» WORK ORDER
Set down every entry again, exactly as it appears.

Stored data:
::::::

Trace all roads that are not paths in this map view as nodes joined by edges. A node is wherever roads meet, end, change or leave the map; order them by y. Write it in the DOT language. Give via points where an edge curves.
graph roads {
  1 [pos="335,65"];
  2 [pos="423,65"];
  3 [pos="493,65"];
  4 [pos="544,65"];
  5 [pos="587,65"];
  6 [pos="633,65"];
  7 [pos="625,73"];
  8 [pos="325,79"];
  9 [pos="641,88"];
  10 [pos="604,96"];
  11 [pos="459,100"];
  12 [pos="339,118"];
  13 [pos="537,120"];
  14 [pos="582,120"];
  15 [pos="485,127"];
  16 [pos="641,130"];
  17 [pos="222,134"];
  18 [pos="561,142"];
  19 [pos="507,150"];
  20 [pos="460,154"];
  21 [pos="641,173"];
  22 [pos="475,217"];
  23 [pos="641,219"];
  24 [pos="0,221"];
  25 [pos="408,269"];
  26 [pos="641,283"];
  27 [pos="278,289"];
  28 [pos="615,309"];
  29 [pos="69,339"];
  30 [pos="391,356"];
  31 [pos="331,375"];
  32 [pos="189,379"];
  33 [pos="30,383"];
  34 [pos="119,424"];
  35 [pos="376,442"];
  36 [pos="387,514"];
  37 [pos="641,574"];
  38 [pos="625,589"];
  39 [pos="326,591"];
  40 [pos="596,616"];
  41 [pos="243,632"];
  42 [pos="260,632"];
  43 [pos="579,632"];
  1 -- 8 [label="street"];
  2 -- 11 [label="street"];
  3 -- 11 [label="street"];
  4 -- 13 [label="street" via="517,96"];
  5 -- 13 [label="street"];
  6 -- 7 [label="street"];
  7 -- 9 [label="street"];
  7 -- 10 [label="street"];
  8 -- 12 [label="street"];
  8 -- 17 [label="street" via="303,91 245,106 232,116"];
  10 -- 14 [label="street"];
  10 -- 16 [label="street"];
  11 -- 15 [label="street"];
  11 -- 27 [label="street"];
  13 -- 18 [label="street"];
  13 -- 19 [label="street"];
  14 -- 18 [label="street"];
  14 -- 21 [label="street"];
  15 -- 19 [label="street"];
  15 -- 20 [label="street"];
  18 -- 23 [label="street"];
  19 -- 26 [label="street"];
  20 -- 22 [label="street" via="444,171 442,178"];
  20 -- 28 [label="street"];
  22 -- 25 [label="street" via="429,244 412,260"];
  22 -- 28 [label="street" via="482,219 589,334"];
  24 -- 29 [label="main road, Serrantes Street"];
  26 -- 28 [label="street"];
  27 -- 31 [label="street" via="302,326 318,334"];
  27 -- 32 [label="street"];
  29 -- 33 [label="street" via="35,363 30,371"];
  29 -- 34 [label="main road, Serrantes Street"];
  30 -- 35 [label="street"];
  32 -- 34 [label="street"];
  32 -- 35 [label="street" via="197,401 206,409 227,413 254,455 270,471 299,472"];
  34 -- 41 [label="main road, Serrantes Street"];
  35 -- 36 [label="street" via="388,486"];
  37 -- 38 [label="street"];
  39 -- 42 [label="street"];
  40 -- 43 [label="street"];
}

::::::

» TASK OUTPUT
Trace all roads that are not paths in this map view as nodes joined by edges. A node is wherever roads meet, end, change or leave the map; order them by y. Write it in the DOT language. Give via points where an edge curves.
graph roads {
  1 [pos="335,65"];
  2 [pos="423,65"];
  3 [pos="493,65"];
  4 [pos="544,65"];
  5 [pos="587,65"];
  6 [pos="633,65"];
  7 [pos="625,73"];
  8 [pos="325,79"];
  9 [pos="641,88"];
  10 [pos="604,96"];
  11 [pos="459,100"];
  12 [pos="339,118"];
  13 [pos="537,120"];
  14 [pos="582,120"];
  15 [pos="485,127"];
  16 [pos="641,130"];
  17 [pos="222,134"];
  18 [pos="561,142"];
  19 [pos="507,150"];
  20 [pos="460,154"];
  21 [pos="641,173"];
  22 [pos="475,217"];
  23 [pos="641,219"];
  24 [pos="0,221"];
  25 [pos="408,269"];
  26 [pos="641,283"];
  27 [pos="278,289"];
  28 [pos="615,309"];
  29 [pos="69,339"];
  30 [pos="391,356"];
  31 [pos="331,375"];
  32 [pos="189,379"];
  33 [pos="30,383"];
  34 [pos="119,424"];
  35 [pos="376,442"];
  36 [pos="387,514"];
  37 [pos="641,574"];
  38 [pos="625,589"];
  39 [pos="326,591"];
  40 [pos="596,616"];
  41 [pos="243,632"];
  42 [pos="260,632"];
  43 [pos="579,632"];
  1 -- 8 [label="street"];
  2 -- 11 [label="street"];
  3 -- 11 [label="street"];
  4 -- 13 [label="street" via="517,96"];
  5 -- 13 [label="street"];
  6 -- 7 [label="street"];
  7 -- 9 [label="street"];
  7 -- 10 [label="street"];
  8 -- 12 [label="street"];
  8 -- 17 [label="street" via="303,91 245,106 232,116"];
  10 -- 14 [label="street"];
  10 -- 16 [label="street"];
  11 -- 15 [label="street"];
  11 -- 27 [label="street"];
  13 -- 18 [label="street"];
  13 -- 19 [label="street"];
  14 -- 18 [label="street"];
  14 -- 21 [label="street"];
  15 -- 19 [label="street"];
  15 -- 20 [label="street"];
  18 -- 23 [label="street"];
  19 -- 26 [label="street"];
  20 -- 22 [label="street" via="444,171 442,178"];
  20 -- 28 [label="street"];
  22 -- 25 [label="street" via="429,244 412,260"];
  22 -- 28 [label="street" via="482,219 589,334"];
  24 -- 29 [label="main road, Serrantes Street"];
  26 -- 28 [label="street"];
  27 -- 31 [label="street" via="302,326 318,334"];
  27 -- 32 [label="street"];
  29 -- 33 [label="street" via="35,363 30,371"];
  29 -- 34 [label="main road, Serrantes Street"];
  30 -- 35 [label="street"];
  32 -- 34 [label="street"];
  32 -- 35 [label="street" via="197,401 206,409 227,413 254,455 270,471 299,472"];
  34 -- 41 [label="main road, Serrantes Street"];
  35 -- 36 [label="street" via="388,486"];
  37 -- 38 [label="street"];
  39 -- 42 [label="street"];
  40 -- 43 [label="street"];
}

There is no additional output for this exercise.